# Light Shoes? (Initial Review of Shimano XC51 MTB Shoes)



## phlegm (Jul 13, 2006)

[Yep, could be a cross-post to the Apparel subforum, but I'm too lazy.]

I love my old Shimano MT51s, but they are getting a bit ragged. I also just realized that they are tanks:









Didn't realize I was riding with more than a kilo on my feet, so I figured I could do better than that pretty easily, but still get a quality, properly fitting shoe. Also, when we consider Weight-Weenie-ism, we typically like to focus on "rotational mass" and how a light wheelset is easily noticeable.
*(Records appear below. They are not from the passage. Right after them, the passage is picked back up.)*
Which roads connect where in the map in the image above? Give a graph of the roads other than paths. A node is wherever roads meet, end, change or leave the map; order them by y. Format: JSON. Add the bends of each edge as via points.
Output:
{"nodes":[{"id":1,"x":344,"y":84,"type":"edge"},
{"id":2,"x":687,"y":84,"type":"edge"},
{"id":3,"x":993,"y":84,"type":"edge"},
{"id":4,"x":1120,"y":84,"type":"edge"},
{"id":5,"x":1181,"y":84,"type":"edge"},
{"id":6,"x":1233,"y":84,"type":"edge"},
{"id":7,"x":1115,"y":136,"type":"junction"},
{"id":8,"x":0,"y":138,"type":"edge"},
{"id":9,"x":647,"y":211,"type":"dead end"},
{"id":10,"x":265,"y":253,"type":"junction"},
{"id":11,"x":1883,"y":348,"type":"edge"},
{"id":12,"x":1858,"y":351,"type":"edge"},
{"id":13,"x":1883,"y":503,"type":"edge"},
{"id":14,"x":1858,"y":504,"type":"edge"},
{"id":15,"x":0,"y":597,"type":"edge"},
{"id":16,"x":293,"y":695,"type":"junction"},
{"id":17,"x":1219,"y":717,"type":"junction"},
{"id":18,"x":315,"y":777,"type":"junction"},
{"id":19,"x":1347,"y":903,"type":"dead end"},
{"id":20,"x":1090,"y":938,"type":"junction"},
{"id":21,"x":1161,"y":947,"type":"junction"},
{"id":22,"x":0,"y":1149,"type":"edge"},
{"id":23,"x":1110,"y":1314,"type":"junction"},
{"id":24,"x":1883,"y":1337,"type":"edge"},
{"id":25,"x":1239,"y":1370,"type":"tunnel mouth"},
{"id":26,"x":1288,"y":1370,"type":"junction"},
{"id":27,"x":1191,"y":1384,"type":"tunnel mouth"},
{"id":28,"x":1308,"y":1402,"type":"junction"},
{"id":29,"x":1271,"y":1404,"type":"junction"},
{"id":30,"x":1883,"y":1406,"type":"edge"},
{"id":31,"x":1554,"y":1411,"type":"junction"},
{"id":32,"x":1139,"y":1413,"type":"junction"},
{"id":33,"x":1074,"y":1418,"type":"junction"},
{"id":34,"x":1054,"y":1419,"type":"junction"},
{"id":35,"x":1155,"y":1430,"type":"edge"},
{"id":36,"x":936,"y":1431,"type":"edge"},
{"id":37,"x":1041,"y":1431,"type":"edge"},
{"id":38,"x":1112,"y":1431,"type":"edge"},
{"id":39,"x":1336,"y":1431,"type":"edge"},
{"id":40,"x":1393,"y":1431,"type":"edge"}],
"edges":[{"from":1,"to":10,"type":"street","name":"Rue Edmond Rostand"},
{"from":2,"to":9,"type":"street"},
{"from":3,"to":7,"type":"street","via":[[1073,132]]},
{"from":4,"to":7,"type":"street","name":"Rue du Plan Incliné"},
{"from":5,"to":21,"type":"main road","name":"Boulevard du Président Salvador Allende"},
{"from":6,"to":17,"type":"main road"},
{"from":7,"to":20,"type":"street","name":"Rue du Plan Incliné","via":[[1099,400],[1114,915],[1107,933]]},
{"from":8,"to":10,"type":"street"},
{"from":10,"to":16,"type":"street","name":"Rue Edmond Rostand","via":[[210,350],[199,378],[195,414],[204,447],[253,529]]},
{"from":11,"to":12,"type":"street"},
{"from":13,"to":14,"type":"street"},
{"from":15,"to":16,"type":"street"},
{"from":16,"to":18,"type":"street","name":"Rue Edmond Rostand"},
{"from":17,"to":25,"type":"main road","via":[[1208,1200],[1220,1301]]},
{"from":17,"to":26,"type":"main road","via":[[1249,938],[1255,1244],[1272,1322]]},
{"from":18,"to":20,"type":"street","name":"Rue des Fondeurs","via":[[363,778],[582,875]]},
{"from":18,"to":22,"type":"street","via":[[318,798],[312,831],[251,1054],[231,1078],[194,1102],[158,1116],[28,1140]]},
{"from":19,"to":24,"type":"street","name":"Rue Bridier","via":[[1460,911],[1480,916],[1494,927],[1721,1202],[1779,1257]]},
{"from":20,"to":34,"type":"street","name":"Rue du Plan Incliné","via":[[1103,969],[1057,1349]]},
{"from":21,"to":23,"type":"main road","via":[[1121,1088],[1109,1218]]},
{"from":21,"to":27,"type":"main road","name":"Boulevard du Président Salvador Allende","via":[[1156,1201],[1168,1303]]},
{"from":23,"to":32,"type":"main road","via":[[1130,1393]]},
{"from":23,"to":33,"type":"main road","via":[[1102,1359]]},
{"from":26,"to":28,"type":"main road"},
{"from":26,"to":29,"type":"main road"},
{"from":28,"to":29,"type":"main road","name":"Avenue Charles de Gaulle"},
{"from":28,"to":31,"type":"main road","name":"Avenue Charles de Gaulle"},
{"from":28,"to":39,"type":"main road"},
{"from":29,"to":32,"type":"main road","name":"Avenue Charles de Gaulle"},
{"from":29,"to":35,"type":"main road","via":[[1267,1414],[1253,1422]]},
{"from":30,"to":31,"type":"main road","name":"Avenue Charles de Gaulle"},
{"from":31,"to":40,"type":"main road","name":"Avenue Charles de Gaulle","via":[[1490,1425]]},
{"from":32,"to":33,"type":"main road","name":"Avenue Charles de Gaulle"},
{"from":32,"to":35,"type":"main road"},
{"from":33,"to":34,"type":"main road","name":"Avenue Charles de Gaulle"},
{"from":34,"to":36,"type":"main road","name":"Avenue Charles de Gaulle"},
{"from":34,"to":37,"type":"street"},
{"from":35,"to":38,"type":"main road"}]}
What about rotating shoes? Huh? What?

Anyway, I really like how the Shimano shoes fit, and given that I'm ordering online, I wanted to be confident in sizing. Aside from the fit though, the MT51s were bombproof.

Shimano has a surprisingly good website dedicated to shoes now, which a lot of details and a great comparison chart:
OFF-ROAD - CYCLING FOOTWEAR AND PEDALS - LIFESTYLE GEAR - SHIMANO

As a starting point, we see their XC90 top-end shoe with custom molding. They're pretty light at a crazy 627g for the pair (claimed, size EUR 40), but very pricey.

I finally settled on the XC51, which is far cheaper, and only 1g heavier (claimed) than the more expensive XC70 shoe. I am trading away a carbon fibre cleat plate for a cheaper, and presumably less stiff polyurethane version, but I figured I'd give it a shot.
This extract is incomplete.